→ **Problem description**
All pictures are to be dropped, and the remaining data set down exactly.
====
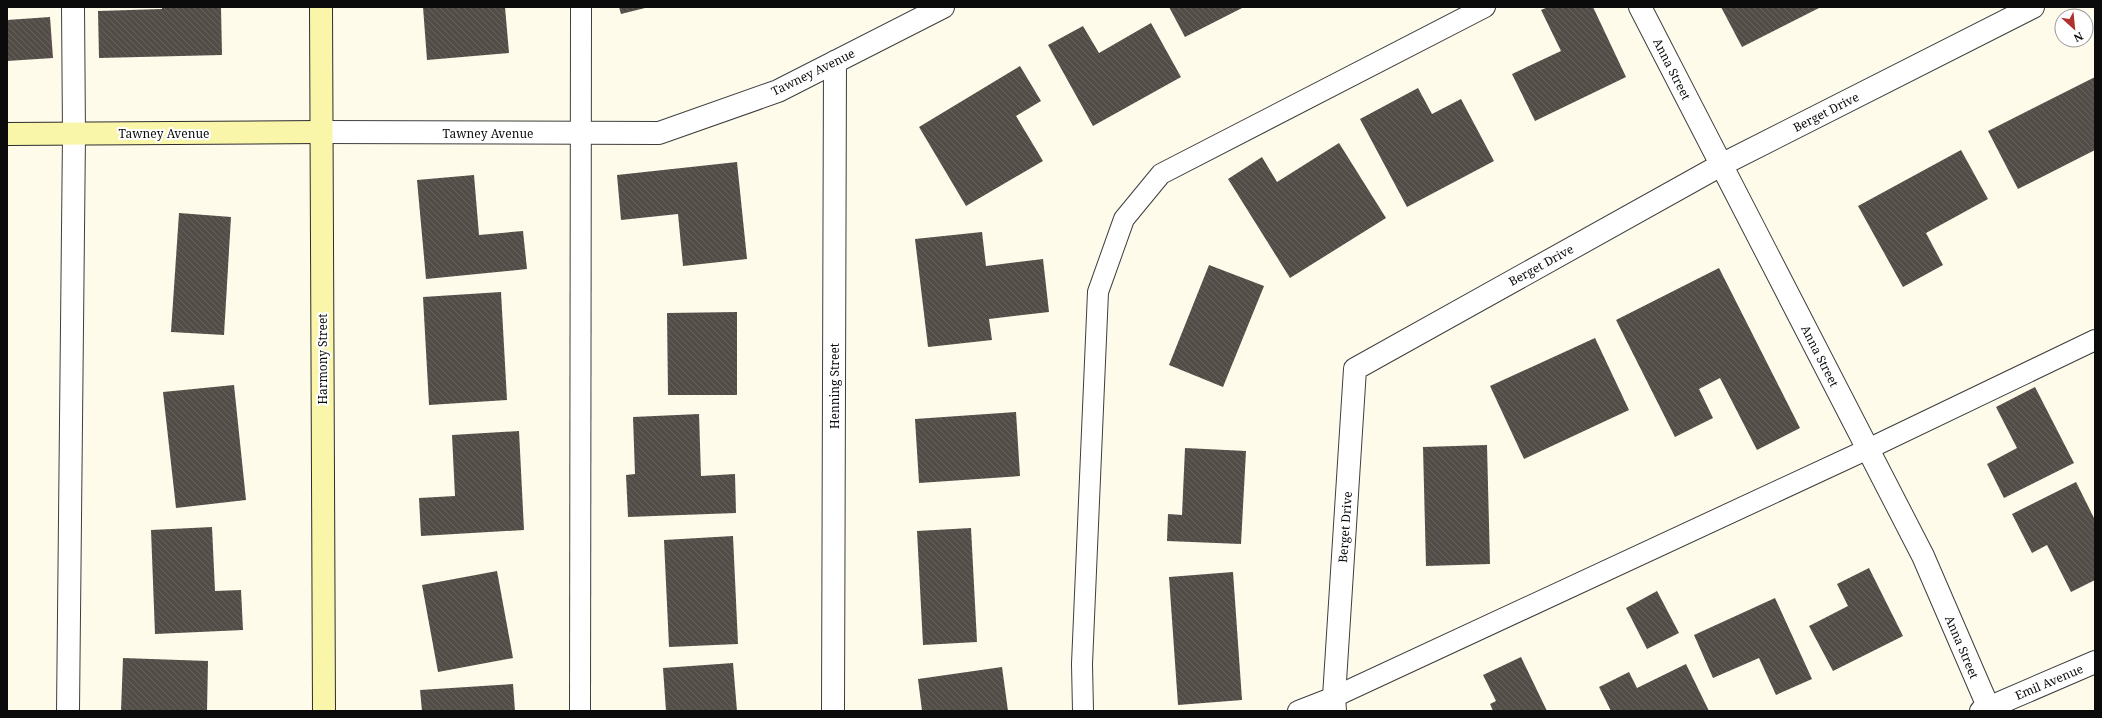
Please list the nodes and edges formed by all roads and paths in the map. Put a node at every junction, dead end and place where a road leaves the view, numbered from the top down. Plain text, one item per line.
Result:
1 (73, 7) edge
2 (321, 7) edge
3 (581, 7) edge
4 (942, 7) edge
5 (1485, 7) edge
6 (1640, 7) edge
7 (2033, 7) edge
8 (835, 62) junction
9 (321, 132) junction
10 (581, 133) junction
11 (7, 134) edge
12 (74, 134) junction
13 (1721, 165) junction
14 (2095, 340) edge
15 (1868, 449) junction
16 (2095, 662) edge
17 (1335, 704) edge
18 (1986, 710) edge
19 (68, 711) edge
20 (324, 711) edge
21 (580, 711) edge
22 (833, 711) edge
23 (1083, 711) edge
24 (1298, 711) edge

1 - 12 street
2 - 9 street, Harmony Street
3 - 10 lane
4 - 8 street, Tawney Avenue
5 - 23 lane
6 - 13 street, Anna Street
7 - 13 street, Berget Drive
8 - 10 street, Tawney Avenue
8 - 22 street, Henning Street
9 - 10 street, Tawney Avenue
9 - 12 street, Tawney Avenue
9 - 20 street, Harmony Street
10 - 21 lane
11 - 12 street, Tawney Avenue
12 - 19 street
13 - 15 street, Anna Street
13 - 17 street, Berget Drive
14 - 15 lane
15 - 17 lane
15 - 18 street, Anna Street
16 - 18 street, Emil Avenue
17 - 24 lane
====
→ **Answer section**
Please list the nodes and edges formed by all roads and paths in the map. Put a node at every junction, dead end and place where a road leaves the view, numbered from the top down. Plain text, one item per line.
Result:
1 (73, 7) edge
2 (321, 7) edge
3 (581, 7) edge
4 (942, 7) edge
5 (1485, 7) edge
6 (1640, 7) edge
7 (2033, 7) edge
8 (835, 62) junction
9 (321, 132) junction
10 (581, 133) junction
11 (7, 134) edge
12 (74, 134) junction
13 (1721, 165) junction
14 (2095, 340) edge
15 (1868, 449) junction
16 (2095, 662) edge
17 (1335, 704) edge
18 (1986, 710) edge
19 (68, 711) edge
20 (324, 711) edge
21 (580, 711) edge
22 (833, 711) edge
23 (1083, 711) edge
24 (1298, 711) edge

1 - 12 street
2 - 9 street, Harmony Street
3 - 10 lane
4 - 8 street, Tawney Avenue
5 - 23 lane
6 - 13 street, Anna Street
7 - 13 street, Berget Drive
8 - 10 street, Tawney Avenue
8 - 22 street, Henning Street
9 - 10 street, Tawney Avenue
9 - 12 street, Tawney Avenue
9 - 20 street, Harmony Street
10 - 21 lane
11 - 12 street, Tawney Avenue
12 - 19 street
13 - 15 street, Anna Street
13 - 17 street, Berget Drive
14 - 15 lane
15 - 17 lane
15 - 18 street, Anna Street
16 - 18 street, Emil Avenue
17 - 24 lane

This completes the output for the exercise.